A potential new approach for the treatment of schizophrenia

A new study led by Jeff Conn, Lee E. Limbird Chair in Pharmacology, James Maksymetz, a former graduate student in the Conn laboratory, and other collaborators at the Warren Center for Neuroscience Drug Discovery has identified a protein in the central nervous system, known as mGlu1, as a potential target for novel treatments of schizophrenia. 

Schizophrenia, which affects approximately 1 percent of the global population, has been historically difficult to treat. Current clinically approved antipsychotics are effective at reducing “positive symptoms” like hallucinations and delusions in some patients, but they fail to treat “negative symptoms,” such as social withdrawal, lack of motivation and cognitive deficits associated with the disease. The new research focused on identifying a new approach that would treat positive and negative symptoms, Maksymetz said. 
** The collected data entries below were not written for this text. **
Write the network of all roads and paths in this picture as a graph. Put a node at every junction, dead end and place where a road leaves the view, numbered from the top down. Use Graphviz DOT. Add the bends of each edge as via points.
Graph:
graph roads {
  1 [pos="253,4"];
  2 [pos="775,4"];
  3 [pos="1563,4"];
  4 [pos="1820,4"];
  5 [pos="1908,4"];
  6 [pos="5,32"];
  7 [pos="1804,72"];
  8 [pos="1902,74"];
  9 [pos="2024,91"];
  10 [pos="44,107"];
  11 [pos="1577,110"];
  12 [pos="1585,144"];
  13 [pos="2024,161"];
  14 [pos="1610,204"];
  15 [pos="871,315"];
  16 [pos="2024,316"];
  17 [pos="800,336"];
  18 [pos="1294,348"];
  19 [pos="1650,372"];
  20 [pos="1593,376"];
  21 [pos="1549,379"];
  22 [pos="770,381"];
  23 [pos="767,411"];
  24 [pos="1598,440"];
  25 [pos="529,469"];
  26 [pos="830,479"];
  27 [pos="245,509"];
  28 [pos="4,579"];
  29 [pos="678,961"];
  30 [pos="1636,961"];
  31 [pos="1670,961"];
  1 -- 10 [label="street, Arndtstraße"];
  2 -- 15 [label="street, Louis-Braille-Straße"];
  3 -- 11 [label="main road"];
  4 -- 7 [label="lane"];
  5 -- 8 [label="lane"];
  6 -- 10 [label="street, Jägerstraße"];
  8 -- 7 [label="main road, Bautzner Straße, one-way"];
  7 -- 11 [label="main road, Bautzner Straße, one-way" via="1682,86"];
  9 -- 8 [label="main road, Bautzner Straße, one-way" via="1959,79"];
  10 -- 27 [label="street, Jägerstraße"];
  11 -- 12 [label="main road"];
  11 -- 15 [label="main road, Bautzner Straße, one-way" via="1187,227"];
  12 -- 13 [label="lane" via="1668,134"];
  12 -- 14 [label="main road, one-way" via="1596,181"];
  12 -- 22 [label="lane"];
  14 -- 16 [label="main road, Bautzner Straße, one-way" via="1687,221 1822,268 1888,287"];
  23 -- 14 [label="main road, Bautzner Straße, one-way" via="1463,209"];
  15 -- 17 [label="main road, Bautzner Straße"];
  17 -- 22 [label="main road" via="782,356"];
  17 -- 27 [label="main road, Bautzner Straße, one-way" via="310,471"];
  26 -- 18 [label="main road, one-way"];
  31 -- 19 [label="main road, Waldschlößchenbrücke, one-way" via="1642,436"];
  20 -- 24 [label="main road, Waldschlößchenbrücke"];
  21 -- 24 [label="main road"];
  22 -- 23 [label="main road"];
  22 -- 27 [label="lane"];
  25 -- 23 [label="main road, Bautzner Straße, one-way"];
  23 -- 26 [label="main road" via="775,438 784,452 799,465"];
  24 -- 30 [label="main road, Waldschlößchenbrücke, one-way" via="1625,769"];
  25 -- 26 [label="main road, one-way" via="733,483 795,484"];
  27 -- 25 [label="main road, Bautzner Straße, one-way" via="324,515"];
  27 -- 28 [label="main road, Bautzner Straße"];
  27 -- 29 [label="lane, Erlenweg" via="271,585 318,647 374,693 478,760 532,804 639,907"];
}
Schizophrenia is thought to occur when a region of the brain called the prefrontal cortex becomes abnormally active because interneurons, which connect neuron circuits or neuron groups, become dysfunctional and stop regulating neuronal activity. Conn’s team sought to modulate the activity of those cells. 

After identifying mGlu1—an abbreviation of metabotropic glutamate receptor subtype 1—as a potentially druggable target, they tested it with a compound that enhances its function: a positive allosteric modulator. The PAM was previously developed by Conn in close collaboration with other labs in the WCNDD, including those of Craig Lindsley, University Professor of Chemistry and Pharmacology, and Colleen Niswender, associate professor of pharmacology. Using this compound, they found that enhancing the activity of mGlu1 selectively increased the activity of specific inhibitory interneurons, restoring their ability to inhibit the neuronal circuits they control. 

Further, the researchers saw that by working with the PAM, symptoms characteristic of schizophrenia in human patients were reversed. These results suggest that using a PAM to enhance mGlu1 activity is an effective treatment for schizophrenia. 

WHY IT MATTERS 

Schizophrenia is an important clinical and societal concern. “Inadequate treatment responses and failures to address ‘negative symptoms’ and cognitive deficits result in poor patient outcomes,” Maksymetz said. “And they incur a huge financial burden on the U.S. and global economies.”  

Researchers hope that this novel treatment strategy “may eventually provide relief for patients, allow them to reintegrate into and contribute to society, and diminish the burden on our health care systems.” The results of this research are particularly exciting because the drug reverses working memory deficits, a hallmark of schizophrenia for which there is currently no treatment.  

Today’s pharmaceutical schizophrenia treatments were serendipitously discovered half a century ago and were not derived from good understanding of disease biology. Decades of clinical findings have improved researchers’ understanding of the biological basis of the disease, opening the door for the development of better-targeted, more efficacious drugs. “We reasoned that if we addressed the underlying disease biology by boosting the function of these interneurons, then we might be able to rescue cognitive deficits associated with prefrontal cortex dysfunction,” Maksymetz said.  

WHAT’S NEXT 

The results of this study raise a number of questions about mGlu1 biology. Ongoing studies in the Conn lab are investigating the role and effects of mGlu1 in various regions within the brain.  

To translate these findings to the clinic, scientists will need to investigate the efficacy of PAMs when used chronically rather than in the short term, evaluate potential side-effects, and determine whether enhancing mGlu1 reduces other symptoms in schizophrenia, especially “negative symptoms” like a lack of motivation and social withdrawal, which are frequently treatment-resistant. 

“We think this study is a good foundation to build upon,” Maksymetz said. “Hopefully we will be able to test the hypothesis that mGlu1 PAMs can actually treat patients with schizophrenia someday soon. I truly believe that understanding how neural circuits function and dysfunction will lead to a revolution in treating neuroscience-related diseases, and I’m excited to be a part of it.” 

FUNDING 

This research was supported by NIH grants R37NS031373 and R01MH119673, the Vanderbilt International Scholars Program, and the Canadian Institutes for Health Research Doctoral Foreign Study Award. It was conducted in collaboration with the WCNDD, the Vanderbilt University Institute of Imaging Science, the Vanderbilt Murine Neurobehavior Core and the Vanderbilt Cell Imaging Shared Resource.